Chart: What Black Friday's $59 Billion Really Tells Us

Kmart's Charles Johnson hands out vouchers to the first people who lined up for the store's Black Friday sale in Griffith, Ind. Photograph by Tasos Katopodis/Getty Images

Black Friday is not always the cheapest time to shop, but it certainly gets the most hype. Analysts, retailers, and assorted pundits pick apart the sales that take place during every Thanksgiving break for signs as to how much money Americans will drop over the holidays. The results are often mixed. This year, the National Retail Federation (NRF) is trumpeting a strong surge in spending. It says a record 247 million shoppers spent an average of $423 (a total of $59.1 billion) over “Black Friday weekend,” a period that now extends from Thursday to Sunday as more chains open on Thanksgiving Day. If true, that would amount to a 13 percent jump over the $398 they reported spending last year.

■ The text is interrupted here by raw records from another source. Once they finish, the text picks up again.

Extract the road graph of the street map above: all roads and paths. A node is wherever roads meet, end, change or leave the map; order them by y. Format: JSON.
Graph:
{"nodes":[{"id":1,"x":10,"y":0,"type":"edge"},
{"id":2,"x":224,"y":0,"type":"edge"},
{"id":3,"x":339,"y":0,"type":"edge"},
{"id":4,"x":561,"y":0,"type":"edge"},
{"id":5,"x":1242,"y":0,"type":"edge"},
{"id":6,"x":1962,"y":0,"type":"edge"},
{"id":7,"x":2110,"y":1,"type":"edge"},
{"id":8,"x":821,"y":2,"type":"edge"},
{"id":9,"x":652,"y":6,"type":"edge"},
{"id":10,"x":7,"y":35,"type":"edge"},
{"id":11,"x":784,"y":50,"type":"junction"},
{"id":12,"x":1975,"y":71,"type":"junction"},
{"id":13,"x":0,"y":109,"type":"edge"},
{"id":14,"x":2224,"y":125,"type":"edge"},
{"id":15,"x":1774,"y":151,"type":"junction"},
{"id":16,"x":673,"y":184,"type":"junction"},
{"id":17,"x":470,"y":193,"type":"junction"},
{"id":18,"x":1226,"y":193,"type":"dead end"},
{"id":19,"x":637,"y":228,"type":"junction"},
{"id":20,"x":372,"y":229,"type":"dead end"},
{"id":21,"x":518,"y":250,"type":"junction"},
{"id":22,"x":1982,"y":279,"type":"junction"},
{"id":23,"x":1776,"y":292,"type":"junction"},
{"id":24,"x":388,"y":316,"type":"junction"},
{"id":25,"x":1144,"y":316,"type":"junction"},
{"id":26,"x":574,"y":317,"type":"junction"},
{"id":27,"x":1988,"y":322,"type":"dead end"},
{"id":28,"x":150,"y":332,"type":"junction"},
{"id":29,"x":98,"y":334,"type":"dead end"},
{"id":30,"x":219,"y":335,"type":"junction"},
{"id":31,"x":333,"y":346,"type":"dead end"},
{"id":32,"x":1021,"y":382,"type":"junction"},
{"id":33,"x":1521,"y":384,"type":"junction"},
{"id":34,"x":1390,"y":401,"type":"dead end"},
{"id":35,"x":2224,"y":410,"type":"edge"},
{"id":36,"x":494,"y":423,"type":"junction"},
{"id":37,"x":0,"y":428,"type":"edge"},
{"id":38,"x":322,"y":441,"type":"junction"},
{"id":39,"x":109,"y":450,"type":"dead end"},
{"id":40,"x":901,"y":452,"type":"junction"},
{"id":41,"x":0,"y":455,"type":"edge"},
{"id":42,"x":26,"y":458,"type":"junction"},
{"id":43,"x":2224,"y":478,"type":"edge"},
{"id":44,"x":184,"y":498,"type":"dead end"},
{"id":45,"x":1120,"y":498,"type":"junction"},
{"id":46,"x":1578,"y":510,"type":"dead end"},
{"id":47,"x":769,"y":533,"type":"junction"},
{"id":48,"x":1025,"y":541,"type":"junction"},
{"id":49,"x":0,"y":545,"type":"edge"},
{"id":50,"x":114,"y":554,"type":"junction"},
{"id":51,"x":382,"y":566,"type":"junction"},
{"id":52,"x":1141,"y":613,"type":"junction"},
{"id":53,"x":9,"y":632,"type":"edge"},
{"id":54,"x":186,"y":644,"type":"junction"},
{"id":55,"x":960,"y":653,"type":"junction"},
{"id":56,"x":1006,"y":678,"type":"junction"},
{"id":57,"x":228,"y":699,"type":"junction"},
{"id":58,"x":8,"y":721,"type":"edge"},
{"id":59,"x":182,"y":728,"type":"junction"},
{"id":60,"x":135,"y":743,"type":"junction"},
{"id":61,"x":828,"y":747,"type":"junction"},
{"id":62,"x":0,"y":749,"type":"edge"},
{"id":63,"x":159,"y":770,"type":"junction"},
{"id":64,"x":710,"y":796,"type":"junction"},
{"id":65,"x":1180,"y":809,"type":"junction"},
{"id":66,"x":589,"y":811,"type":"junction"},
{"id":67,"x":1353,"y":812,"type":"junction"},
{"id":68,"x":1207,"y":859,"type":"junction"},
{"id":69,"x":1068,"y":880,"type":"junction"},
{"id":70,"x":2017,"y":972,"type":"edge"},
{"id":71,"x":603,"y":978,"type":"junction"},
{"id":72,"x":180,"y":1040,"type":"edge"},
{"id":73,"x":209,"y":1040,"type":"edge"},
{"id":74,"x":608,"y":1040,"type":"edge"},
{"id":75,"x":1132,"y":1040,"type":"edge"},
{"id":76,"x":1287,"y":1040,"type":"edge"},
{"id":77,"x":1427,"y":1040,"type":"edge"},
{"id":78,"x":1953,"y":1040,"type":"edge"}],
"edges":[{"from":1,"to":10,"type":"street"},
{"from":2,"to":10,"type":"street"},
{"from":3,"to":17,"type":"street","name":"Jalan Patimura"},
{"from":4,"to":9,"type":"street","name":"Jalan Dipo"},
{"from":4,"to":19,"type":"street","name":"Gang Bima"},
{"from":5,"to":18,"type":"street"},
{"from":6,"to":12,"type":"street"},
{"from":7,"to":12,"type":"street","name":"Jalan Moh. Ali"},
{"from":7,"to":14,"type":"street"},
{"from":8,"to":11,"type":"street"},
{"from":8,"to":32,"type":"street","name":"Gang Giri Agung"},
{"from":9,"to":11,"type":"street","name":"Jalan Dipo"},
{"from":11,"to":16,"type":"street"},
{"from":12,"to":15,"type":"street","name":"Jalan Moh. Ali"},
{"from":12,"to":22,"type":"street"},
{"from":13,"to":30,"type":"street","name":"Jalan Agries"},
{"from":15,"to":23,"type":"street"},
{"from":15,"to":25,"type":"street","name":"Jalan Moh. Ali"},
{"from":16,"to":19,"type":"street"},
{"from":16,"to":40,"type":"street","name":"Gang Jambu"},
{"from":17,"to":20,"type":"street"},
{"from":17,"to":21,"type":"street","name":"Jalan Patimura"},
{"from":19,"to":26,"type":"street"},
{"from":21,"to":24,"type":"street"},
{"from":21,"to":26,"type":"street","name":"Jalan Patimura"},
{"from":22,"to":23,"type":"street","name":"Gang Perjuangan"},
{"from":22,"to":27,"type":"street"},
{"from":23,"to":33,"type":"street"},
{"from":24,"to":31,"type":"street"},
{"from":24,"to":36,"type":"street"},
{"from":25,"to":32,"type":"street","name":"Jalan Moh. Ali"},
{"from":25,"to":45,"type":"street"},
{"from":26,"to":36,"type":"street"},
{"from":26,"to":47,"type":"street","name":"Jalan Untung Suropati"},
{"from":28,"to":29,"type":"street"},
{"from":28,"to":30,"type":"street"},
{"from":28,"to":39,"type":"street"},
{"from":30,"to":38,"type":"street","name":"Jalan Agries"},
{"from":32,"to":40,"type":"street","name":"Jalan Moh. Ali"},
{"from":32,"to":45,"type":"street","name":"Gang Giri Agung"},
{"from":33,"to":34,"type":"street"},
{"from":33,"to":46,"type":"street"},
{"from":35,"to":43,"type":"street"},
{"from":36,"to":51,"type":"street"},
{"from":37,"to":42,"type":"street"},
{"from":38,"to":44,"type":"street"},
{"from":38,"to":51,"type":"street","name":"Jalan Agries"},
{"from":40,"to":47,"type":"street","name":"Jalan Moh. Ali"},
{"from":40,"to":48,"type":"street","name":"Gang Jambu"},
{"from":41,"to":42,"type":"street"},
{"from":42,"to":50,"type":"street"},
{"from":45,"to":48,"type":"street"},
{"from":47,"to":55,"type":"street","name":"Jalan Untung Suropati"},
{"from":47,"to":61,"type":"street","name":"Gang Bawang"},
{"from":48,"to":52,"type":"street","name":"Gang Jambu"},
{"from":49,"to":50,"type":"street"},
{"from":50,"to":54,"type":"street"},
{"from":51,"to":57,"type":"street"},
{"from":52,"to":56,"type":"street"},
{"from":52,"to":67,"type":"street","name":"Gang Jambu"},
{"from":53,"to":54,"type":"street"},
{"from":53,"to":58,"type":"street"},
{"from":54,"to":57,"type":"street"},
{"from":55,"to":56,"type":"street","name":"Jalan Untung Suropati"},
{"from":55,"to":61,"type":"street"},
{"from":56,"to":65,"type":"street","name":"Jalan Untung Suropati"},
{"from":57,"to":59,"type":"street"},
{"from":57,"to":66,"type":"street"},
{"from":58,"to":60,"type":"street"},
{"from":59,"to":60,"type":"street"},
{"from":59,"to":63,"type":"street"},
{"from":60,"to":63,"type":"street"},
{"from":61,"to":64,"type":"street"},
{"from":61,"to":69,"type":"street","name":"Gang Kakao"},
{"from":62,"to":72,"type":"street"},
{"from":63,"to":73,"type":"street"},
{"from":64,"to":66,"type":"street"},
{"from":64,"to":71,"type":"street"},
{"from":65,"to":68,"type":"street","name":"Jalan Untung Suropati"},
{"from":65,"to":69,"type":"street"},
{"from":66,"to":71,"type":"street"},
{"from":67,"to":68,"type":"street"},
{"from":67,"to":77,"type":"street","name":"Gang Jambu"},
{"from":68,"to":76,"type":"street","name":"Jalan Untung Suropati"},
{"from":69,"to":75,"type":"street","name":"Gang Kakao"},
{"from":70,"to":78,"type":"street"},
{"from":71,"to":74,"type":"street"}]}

Don’t break out the bubbly just yet. NRF estimates for Black Friday spending are based on a consumer survey, and their accuracy is open to question. Even a legitimate boost in sales can indicate variously that consumers are feeling flush, or that they’re desperately chasing doorbusters because money is tight. While the U.S. Commerce Department doesn’t break out Black Friday sales, its figures suggest that the final tally for holiday spending isn’t likely to be as stratospheric as the trade group’s weekend numbers suggest.